Na szczęście Toyota nie śpi i już zapowiada sporo nowości, które wzbogacą rynek w najbliższym czasie. Dyrektor generalny Toyoty - Akio Toyoda - powiedział, że głównym zadaniem Toyoty na najbliższe lata to praca na lepszą stylistyką oraz redukcją wagi poszczególnych modeli. Sprawdźmy zatem plany Toyoty do roku 2016.
Toyota iQ EV
Amerykański oddział marki - Toyota Division - stworzy elektryczną wersję modelu Scion iQ jeszcze pod koniec tego roku. Niestety zasięg auta to nie powód do dumy - zaledwie 80 kilometrów na jednym ładowaniu. W związku z tym Toyota sprytnie i jednocześnie dość szczerze twierdzi, że będzie to auto kierowane dla firm, które mają niewielkie dystanse do pokonania i rozwinięty system ładowania.
Toyota Corolla
Kolejną ciekawostką jest z pewnością planowana na początek 2013 roku kuracja odświeżająca dla Toyoty Corolli. Możemy się spodziewać kilku zmian w nadwoziu oraz we wnętrzu, ale dość zdrętwiałe podwozie pozostanie takie samo. W planach jest również rozwinięcie oferty skrzyń biegów - celem jest zmniejszenie zużycia paliwa i oczywiście emisji CO2. Oferta silnikowa natomiast pozostanie bez zmian, przynajmniej do roku 2016.
Toyota Avalon
To chyba najciekawsza pozycja w całym zestawieniu. Już tej jesieni poznamy najnowszy model, którego zdjęcia krążą po sieci. Wizualnie auto prezentuje się bardzo zacnie - wyciągnięta sylwetka, lekka linia dachu, potężny grill w stylu Mondeo lub Astona Martina - to może się podobać. W wyposażeniu znajdziemy 10 poduszek powietrznych, czujniki martwego pola, ostrzeżenie przed kolizją, ręcznie szytą tapicerkę czy system sportowej jazdy.

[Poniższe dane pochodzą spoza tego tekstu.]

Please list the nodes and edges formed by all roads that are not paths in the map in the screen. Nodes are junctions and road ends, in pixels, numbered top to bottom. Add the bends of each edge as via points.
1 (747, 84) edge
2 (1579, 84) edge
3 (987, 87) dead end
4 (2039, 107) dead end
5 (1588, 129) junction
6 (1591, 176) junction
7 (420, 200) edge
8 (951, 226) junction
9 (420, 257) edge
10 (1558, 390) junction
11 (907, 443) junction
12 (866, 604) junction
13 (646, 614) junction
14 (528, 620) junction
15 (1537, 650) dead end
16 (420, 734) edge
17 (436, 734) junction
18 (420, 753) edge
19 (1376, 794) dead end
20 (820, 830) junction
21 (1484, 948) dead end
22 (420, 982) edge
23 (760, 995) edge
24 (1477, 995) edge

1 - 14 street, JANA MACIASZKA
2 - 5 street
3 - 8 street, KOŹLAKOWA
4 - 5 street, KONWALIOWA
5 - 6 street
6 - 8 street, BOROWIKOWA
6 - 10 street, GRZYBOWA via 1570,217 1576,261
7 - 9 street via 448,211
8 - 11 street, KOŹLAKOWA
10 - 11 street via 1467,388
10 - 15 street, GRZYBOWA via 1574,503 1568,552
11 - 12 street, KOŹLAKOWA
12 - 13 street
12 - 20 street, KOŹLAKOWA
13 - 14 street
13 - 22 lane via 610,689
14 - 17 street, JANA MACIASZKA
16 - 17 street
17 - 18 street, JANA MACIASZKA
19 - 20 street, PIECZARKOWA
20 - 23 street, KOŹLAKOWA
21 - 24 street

To tylko szczyt góry lodowej Toyoty na następne kilka lat. Miejmy nadzieję, że w ślad za tą marką pójdzie również Nissan, który chyba się trochę rozleniwił - niejasna przyszłość modelu GT-R, nieciekawa stylistyka nowości, praktyczny brak ciekawego, niedrogiego sportowego auta. Czekamy z niecierpliwością na nowe informacje dot. przyszłości innych marek.